Dieu ne saurait être crucifié, ce serait une contradiction estiment les philosophes : comment, en effet, le Tout Puissant pourrait-il être mis à mort ? Pourtant, c’est exactement ce qui est arrivé. C’est ce que Dieu nous dit. L’amour de Dieu manifesté en Jésus est un amour sans égal, un amour qui s’offre en sacrifice. C’est Lui qui nous aime en premier comme l’écrit saint Jean (1 Jean 4, 10). Et cet amour ne finit pas sur la Croix. Au contraire. Dieu voulait rendre son amour éternel et c’est ce qu’il a fait le Jeudi Saint en « sacramentalisant » ce qui devait survenir le Vendredi Saint. Sous les apparences du pain et du vin, il nous a donné sa chair et son Sang en disant « Ceci est mon Corps », « Ceci est mon Sang ». Il a de cette façon rendu sa crucifixion éternelle. S’Il n’avait pas, permettez-moi le mot, « eucharistié » par le Jeudi Saint Sa mort sur la Croix et Sa résurrection, les événements de la Semaine Sainte ne seraient survenus qu’une seule fois dans l’histoire et seraient tombés dans l’oubli comme la mort d’un condamné ou d’un héros. Mais la mort de Jésus est autre chose. Il l’a rendue éternelle et nous a invité à perpétuer continuellement cette offrande de lui-même sur nos autels jusqu’à la fin des temps. Elle est devenue un perpétuel sacrifice d’amour, sans fin et source de vie, salvifique jusqu’à la fin des temps. Il a voulu que nous devenions nous aussi Eucharistie.

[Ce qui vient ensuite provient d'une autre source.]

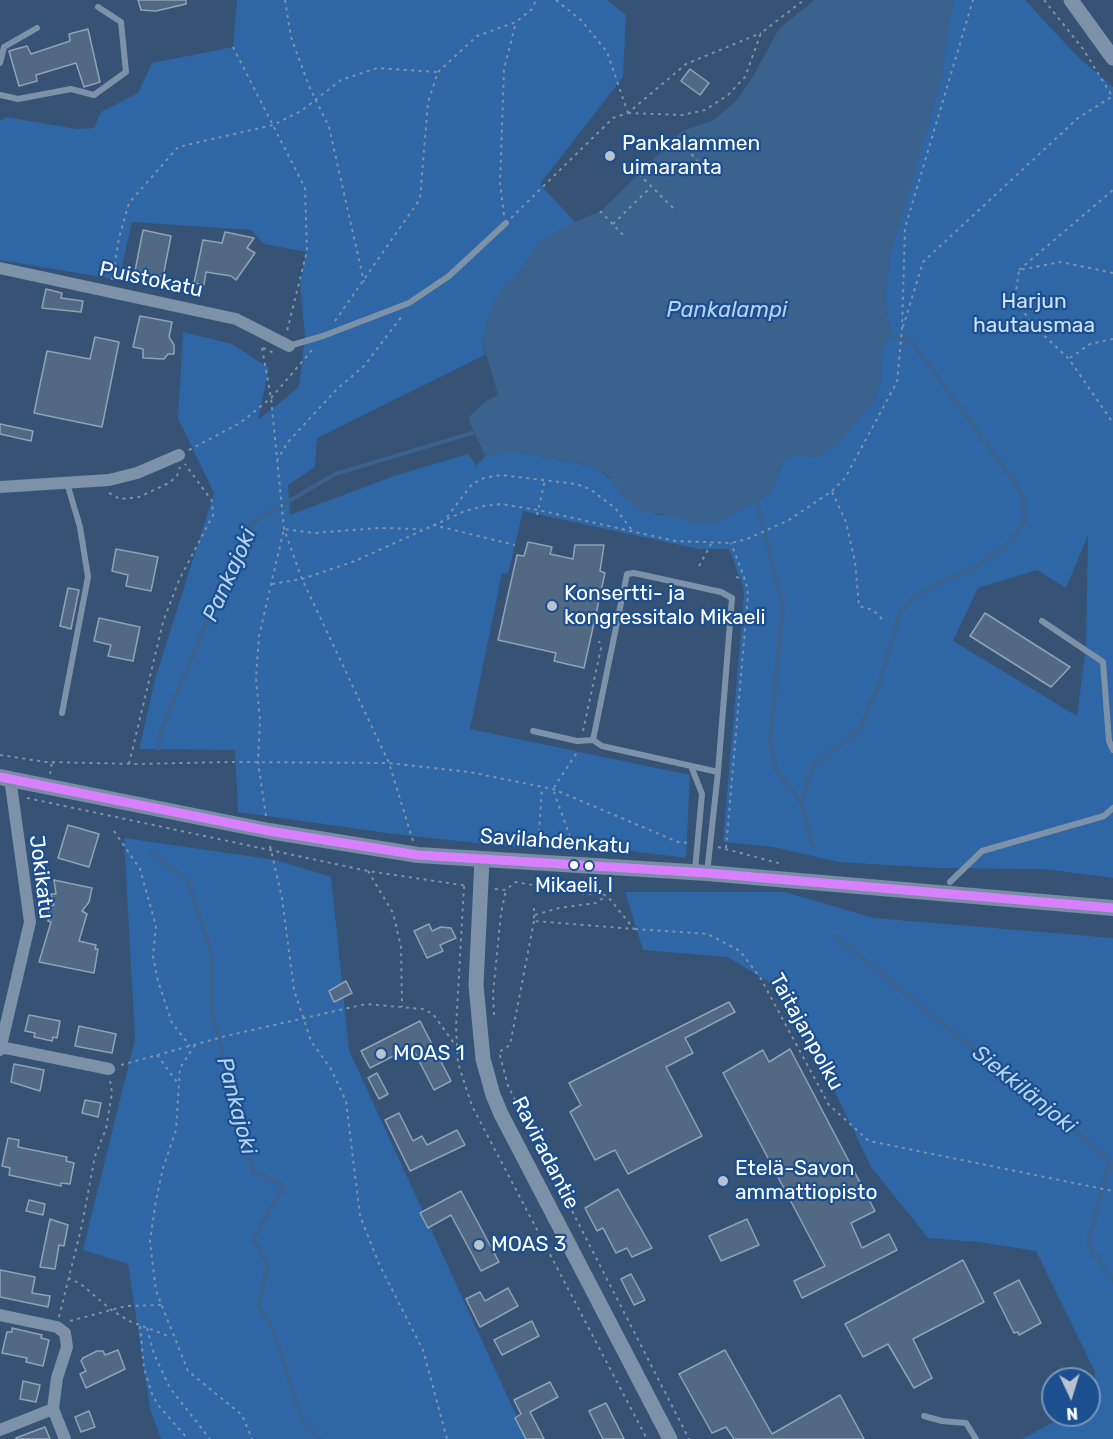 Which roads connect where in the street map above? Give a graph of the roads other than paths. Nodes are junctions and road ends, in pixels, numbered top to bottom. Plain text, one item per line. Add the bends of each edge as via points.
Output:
1 (1071, 0) edge
2 (98, 7) dead end
3 (37, 28) dead end
4 (1113, 58) edge
5 (0, 63) edge
6 (0, 95) edge
7 (506, 223) road end
8 (0, 267) edge
9 (287, 344) joint
10 (182, 460) road end
11 (67, 483) junction
12 (0, 487) edge
13 (1042, 621) dead end
14 (62, 713) dead end
15 (533, 731) dead end
16 (593, 740) junction
17 (1113, 750) edge
18 (690, 766) junction
19 (718, 772) junction
20 (7, 783) edge
21 (1113, 808) edge
22 (482, 860) junction
23 (700, 873) junction
24 (950, 882) dead end
25 (1113, 908) edge
26 (0, 1048) edge
27 (109, 1069) road end
28 (0, 1315) edge
29 (53, 1409) junction
30 (924, 1416) dead end
31 (0, 1431) edge
32 (65, 1439) edge
33 (670, 1439) edge
34 (976, 1439) edge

Il nous a ordonné d’accomplir ce sacrifice en souvenir de Lui, éternisant de la sorte le Golgotha et ouvrant la porte au salut humain et cosmique : « Faites ceci en mémoire de moi ». Nous savons ainsi que chaque fois que nous célébrons la Très Sainte Eucharistie le mystère du salut est mystiquement et réellement renouvelé sur l’autel. Quelle immense bénédiction pour les pauvres êtres humains que nous sommes ! C’est un signe de l’amour continu de Dieu pour nous. Depuis le jour du Calvaire, tout est redevenu signe d’espérance. Notre vie elle-même a un nouveau sens. Le ciel et la terre sont dorénavant liés par le sacrifice du Christ. Le temps et l’éternité se sont embrassés l’un l’autre. Le péché continue d’être pardonné, malgré sa férocité.

En recevant le Seigneur, nous devenons partie prenante de son sacrifice et sommes ainsi invités à nous fondre en Lui : tandis qu’Il vient en nous, nous devenons membres de Lui. L’Eucharistie comporte donc un appel à être noble dans notre manière d’être, une invitation personnelle à la bonté car nous vivons désormais en Lui. Cet appel est mis en évidence dans la lettre aux Romains de saint Paul : « Je vous conjure donc, mes frères, par la miséricorde de Dieu, de lui offrir vos corps comme une hostie vivante, sainte et agréable à ses yeux, pour lui rendre un culte raisonnable et spirituel. Ne vous conformez point au siècle présent ; mais qu’il se fasse en vous une transformation par le renouvellement de votre esprit, afin que vous reconnaissiez quelle est la volonté de Dieu, ce qui est bon, ce qui est agréable à ses yeux, et ce qui est parfait. » (Rom. 12, 1-2). Dès lors que la réception de la Très sainte Eucharistie nous offre la possibilité de prendre part au Christ et de goûter à l’éternité ici même sur la terre, nous devons prendre l’Eucharistie au sérieux et essayer de conformer nos vies à la dignité nouvelle qui nous est conférée en elle.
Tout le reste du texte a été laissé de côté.